Assignment:
When transcribing the entries, keep each one exactly as it is.

Provided data:
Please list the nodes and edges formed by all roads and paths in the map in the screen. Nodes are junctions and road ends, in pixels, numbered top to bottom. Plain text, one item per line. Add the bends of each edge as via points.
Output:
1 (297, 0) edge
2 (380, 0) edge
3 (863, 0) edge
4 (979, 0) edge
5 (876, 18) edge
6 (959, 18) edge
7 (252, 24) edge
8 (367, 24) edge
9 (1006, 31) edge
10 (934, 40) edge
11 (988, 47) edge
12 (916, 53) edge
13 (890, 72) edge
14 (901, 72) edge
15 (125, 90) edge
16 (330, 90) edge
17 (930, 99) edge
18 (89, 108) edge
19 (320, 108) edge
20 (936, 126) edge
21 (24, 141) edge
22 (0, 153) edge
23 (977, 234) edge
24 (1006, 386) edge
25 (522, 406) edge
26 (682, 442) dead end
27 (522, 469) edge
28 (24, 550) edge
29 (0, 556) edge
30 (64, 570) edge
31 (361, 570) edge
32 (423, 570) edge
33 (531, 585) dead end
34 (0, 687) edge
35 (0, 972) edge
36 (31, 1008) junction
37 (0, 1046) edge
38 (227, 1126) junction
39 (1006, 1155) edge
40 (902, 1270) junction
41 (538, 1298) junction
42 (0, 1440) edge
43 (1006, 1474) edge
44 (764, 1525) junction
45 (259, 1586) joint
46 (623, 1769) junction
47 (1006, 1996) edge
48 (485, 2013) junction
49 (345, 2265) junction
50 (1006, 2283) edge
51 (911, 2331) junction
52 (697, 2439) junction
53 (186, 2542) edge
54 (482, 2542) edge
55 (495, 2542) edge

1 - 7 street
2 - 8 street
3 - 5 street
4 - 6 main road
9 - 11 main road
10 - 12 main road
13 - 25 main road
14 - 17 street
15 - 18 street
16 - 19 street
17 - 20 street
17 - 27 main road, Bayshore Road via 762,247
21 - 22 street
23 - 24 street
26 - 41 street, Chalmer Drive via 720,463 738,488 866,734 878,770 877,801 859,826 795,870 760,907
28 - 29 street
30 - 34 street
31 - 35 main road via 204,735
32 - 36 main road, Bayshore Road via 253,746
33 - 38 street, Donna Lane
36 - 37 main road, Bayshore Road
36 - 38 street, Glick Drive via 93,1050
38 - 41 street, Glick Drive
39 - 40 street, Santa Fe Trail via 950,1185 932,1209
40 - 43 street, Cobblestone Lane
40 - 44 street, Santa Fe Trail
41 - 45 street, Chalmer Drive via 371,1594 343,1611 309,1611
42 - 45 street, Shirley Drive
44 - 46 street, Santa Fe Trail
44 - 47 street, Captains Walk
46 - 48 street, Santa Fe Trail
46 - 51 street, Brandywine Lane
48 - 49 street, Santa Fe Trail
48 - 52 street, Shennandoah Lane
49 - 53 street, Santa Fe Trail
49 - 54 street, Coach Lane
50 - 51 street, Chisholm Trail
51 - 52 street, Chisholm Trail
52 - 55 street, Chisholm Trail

Output of the exercise:
Please list the nodes and edges formed by all roads and paths in the map in the screen. Nodes are junctions and road ends, in pixels, numbered top to bottom. Plain text, one item per line. Add the bends of each edge as via points.
Output:
1 (297, 0) edge
2 (380, 0) edge
3 (863, 0) edge
4 (979, 0) edge
5 (876, 18) edge
6 (959, 18) edge
7 (252, 24) edge
8 (367, 24) edge
9 (1006, 31) edge
10 (934, 40) edge
11 (988, 47) edge
12 (916, 53) edge
13 (890, 72) edge
14 (901, 72) edge
15 (125, 90) edge
16 (330, 90) edge
17 (930, 99) edge
18 (89, 108) edge
19 (320, 108) edge
20 (936, 126) edge
21 (24, 141) edge
22 (0, 153) edge
23 (977, 234) edge
24 (1006, 386) edge
25 (522, 406) edge
26 (682, 442) dead end
27 (522, 469) edge
28 (24, 550) edge
29 (0, 556) edge
30 (64, 570) edge
31 (361, 570) edge
32 (423, 570) edge
33 (531, 585) dead end
34 (0, 687) edge
35 (0, 972) edge
36 (31, 1008) junction
37 (0, 1046) edge
38 (227, 1126) junction
39 (1006, 1155) edge
40 (902, 1270) junction
41 (538, 1298) junction
42 (0, 1440) edge
43 (1006, 1474) edge
44 (764, 1525) junction
45 (259, 1586) joint
46 (623, 1769) junction
47 (1006, 1996) edge
48 (485, 2013) junction
49 (345, 2265) junction
50 (1006, 2283) edge
51 (911, 2331) junction
52 (697, 2439) junction
53 (186, 2542) edge
54 (482, 2542) edge
55 (495, 2542) edge

1 - 7 street
2 - 8 street
3 - 5 street
4 - 6 main road
9 - 11 main road
10 - 12 main road
13 - 25 main road
14 - 17 street
15 - 18 street
16 - 19 street
17 - 20 street
17 - 27 main road, Bayshore Road via 762,247
21 - 22 street
23 - 24 street
26 - 41 street, Chalmer Drive via 720,463 738,488 866,734 878,770 877,801 859,826 795,870 760,907
28 - 29 street
30 - 34 street
31 - 35 main road via 204,735
32 - 36 main road, Bayshore Road via 253,746
33 - 38 street, Donna Lane
36 - 37 main road, Bayshore Road
36 - 38 street, Glick Drive via 93,1050
38 - 41 street, Glick Drive
39 - 40 street, Santa Fe Trail via 950,1185 932,1209
40 - 43 street, Cobblestone Lane
40 - 44 street, Santa Fe Trail
41 - 45 street, Chalmer Drive via 371,1594 343,1611 309,1611
42 - 45 street, Shirley Drive
44 - 46 street, Santa Fe Trail
44 - 47 street, Captains Walk
46 - 48 street, Santa Fe Trail
46 - 51 street, Brandywine Lane
48 - 49 street, Santa Fe Trail
48 - 52 street, Shennandoah Lane
49 - 53 street, Santa Fe Trail
49 - 54 street, Coach Lane
50 - 51 street, Chisholm Trail
51 - 52 street, Chisholm Trail
52 - 55 street, Chisholm Trail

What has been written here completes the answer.